Für viele Darsteller*innen sind Profile auf sozialen Medien der wichtigste Kanal zu ihren Kund*innen. Mit einem solchen Account kann die eigene finanzielle Existenz stehen und fallen. Andere verwenden die Kanäle, um sich mit Gleichgesinnten in einer bestimmtem Community zu vernetzen, etwa wenn es um einen seltenen Fetisch geht. Hinter den Sperrungen steht damit auch die gesellschaftliche Frage, welche Rolle Sexualität und sexuelle Selbstbestimmung im Internet spielen soll.
Das Internet ist derweil voll von frei zugänglichen Pornos, die alle in Deutschland offiziell verboten sind. Ohne strenge Alterskontrollen, etwa mit Personalausweis, dürften die Abermillionen Fotos und Videos nicht online sein. Begründung: Schutz der Jugend. Der Medienaufsicht fällt die schier unlösbare Aufgabe zu, dieses millionenfach gebrochene Recht durchzusetzen. Dabei beruft sie sich auf Regeln, die einer Kirchenpredigt aus dem letzten Jahrhundert entspringen könnten: Schlecht für die Jugend sind demnach etwa „bizarre“ Sexpraktiken und „Promiskuität“. So steht es in den Kriterien der gemeinsamen Kommission für Jugendmedienschutz.
Darsteller*innen melden Interesse an Regeltreue
Mehrere Vertreter*innen der Erotik-Branche machen klar: Sie haben nichts gegen Jugendschutz und wollen ihn auch nicht verletzen.
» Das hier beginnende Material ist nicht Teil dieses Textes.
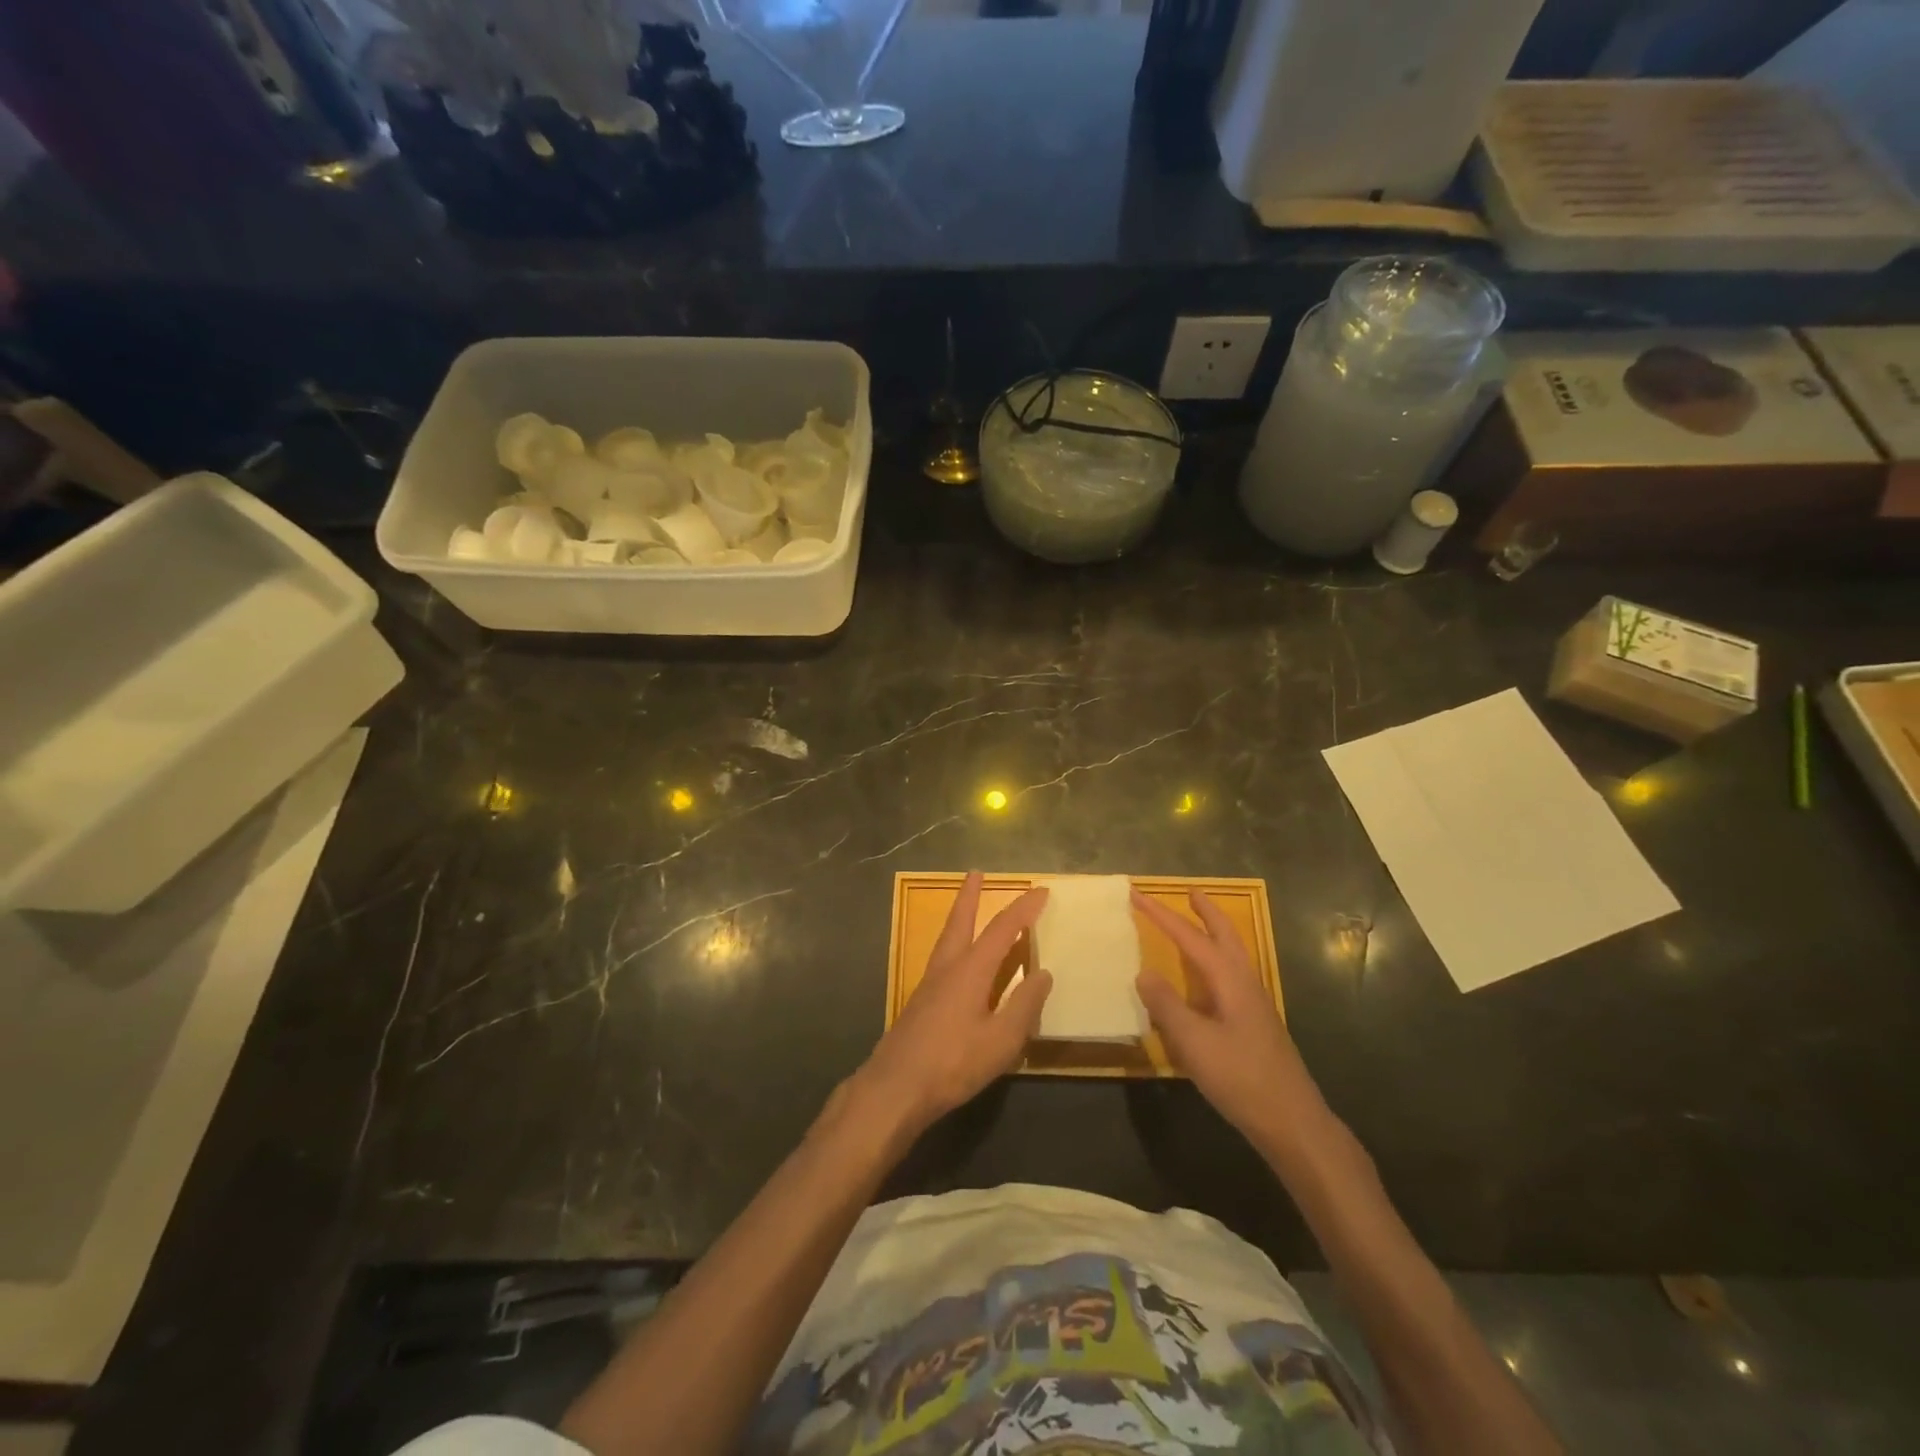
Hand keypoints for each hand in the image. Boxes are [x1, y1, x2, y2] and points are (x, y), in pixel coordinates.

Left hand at [856, 874, 1051, 1138]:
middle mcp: (947, 968)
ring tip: (967, 908)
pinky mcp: (920, 1004)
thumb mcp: (1001, 1039)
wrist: (895, 1088)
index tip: (1041, 891)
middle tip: (975, 873)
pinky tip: (961, 964)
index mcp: (970, 970)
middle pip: (960, 921)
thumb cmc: (953, 1062)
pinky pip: (943, 960)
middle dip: (970, 896)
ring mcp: (929, 985)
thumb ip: (1024, 1005)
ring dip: (959, 917)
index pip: (1002, 929)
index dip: (1023, 910)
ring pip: (947, 939)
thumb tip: (1043, 973)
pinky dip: (956, 946)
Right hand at [1133, 888, 1330, 1149]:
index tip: (1137, 895)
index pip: (1190, 937)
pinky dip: (1215, 962)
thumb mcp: (1194, 1042)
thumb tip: (1143, 972)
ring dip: (1215, 933)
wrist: (1292, 1122)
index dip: (1162, 916)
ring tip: (1197, 924)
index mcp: (1230, 980)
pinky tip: (1204, 981)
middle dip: (1207, 912)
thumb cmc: (1241, 1078)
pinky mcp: (1255, 1025)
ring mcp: (1254, 1004)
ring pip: (1232, 955)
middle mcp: (1245, 984)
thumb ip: (1167, 1005)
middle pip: (1226, 936)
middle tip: (1190, 892)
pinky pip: (1231, 977)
Das betonen unter anderem die Branchenverbände Free Speech Coalition Europe und der US-amerikanische Schwesterverband gegenüber netzpolitik.org. Vertreter*innen der Medienaufsicht wiederum werden nicht müde zu betonen: Sie haben nichts gegen Pornografie und wollen sie nicht verbannen.
Es könnte so harmonisch sein, und trotzdem knirscht es heftig zwischen beiden Seiten. Da die Medienaufsicht nicht systematisch gegen Porno-Accounts vorgeht, kann der Eindruck entstehen, solche Accounts würden in Deutschland eigentlich geduldet. Aber darauf können sich Darsteller*innen nicht verlassen. Hinter dem punktuellen Vorgehen stecken vielmehr Entscheidungen der Behörden, wann sie auf das Thema Ressourcen werfen.
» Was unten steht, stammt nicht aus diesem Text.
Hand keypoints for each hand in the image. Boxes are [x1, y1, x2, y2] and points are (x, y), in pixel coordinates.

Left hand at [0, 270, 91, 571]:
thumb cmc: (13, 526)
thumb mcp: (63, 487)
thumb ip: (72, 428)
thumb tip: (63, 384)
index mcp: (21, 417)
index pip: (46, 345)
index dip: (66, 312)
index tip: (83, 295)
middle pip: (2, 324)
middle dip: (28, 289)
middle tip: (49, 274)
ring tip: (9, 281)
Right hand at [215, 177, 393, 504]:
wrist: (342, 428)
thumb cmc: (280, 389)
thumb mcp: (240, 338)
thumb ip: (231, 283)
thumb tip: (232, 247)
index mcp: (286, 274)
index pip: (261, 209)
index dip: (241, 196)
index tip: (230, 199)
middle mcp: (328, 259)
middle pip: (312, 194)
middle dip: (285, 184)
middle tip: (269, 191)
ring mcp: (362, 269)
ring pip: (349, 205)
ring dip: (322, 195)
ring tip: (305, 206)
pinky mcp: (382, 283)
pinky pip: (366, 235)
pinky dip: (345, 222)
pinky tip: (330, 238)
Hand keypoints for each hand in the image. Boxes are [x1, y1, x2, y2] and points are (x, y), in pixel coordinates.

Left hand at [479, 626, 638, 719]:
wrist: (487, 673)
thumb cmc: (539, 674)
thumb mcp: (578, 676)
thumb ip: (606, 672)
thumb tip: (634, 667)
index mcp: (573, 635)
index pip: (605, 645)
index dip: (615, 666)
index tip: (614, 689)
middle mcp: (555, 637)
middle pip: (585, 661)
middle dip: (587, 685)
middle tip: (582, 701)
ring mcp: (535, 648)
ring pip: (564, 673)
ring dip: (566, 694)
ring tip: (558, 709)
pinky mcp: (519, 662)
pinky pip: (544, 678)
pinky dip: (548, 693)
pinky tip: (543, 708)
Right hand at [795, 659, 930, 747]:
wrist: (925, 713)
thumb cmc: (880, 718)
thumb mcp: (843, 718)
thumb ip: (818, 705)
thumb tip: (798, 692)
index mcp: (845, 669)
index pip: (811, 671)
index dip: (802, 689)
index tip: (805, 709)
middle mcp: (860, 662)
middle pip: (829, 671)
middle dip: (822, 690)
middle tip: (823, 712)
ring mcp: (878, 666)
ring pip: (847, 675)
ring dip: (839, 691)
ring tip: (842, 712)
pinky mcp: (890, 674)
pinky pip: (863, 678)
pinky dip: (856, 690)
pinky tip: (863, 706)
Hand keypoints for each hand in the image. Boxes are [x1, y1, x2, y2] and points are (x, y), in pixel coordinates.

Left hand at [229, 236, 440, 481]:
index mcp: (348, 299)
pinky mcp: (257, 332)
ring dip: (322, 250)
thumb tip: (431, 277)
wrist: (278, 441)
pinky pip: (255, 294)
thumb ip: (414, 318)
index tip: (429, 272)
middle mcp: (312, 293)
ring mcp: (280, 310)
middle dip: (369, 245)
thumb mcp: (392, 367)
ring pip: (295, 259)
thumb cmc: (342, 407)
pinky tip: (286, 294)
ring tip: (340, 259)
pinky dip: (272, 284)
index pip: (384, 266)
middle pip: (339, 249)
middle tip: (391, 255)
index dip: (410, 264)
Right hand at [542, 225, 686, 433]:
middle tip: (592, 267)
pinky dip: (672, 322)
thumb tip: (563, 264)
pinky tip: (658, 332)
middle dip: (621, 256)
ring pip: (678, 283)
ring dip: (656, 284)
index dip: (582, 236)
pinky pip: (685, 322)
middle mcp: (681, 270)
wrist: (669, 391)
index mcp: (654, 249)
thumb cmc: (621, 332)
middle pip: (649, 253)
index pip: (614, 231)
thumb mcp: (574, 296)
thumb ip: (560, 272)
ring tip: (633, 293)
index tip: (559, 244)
Bei der Landesmedienanstalt Berlin-Brandenburg (mabb) waren es ein paar wenige studentische Mitarbeiter*innen, die in wenigen Tagen 150 pornografische Twitter-Accounts identifiziert haben. Das erklärt die Direktorin der Behörde, Eva Flecken, im Gespräch mit netzpolitik.org. Für viele Betroffene kommt so ein Vorgehen aus heiterem Himmel. Einige haben sich in den vergangenen Wochen hilfesuchend an netzpolitik.org gewandt. Sie berichten, dass von den Anzeigen vorrangig schwule Creator*innen betroffen seien. Hatte die Medienaufsicht beim Vorgehen gegen Porno-Accounts etwa einen homofeindlichen Bias?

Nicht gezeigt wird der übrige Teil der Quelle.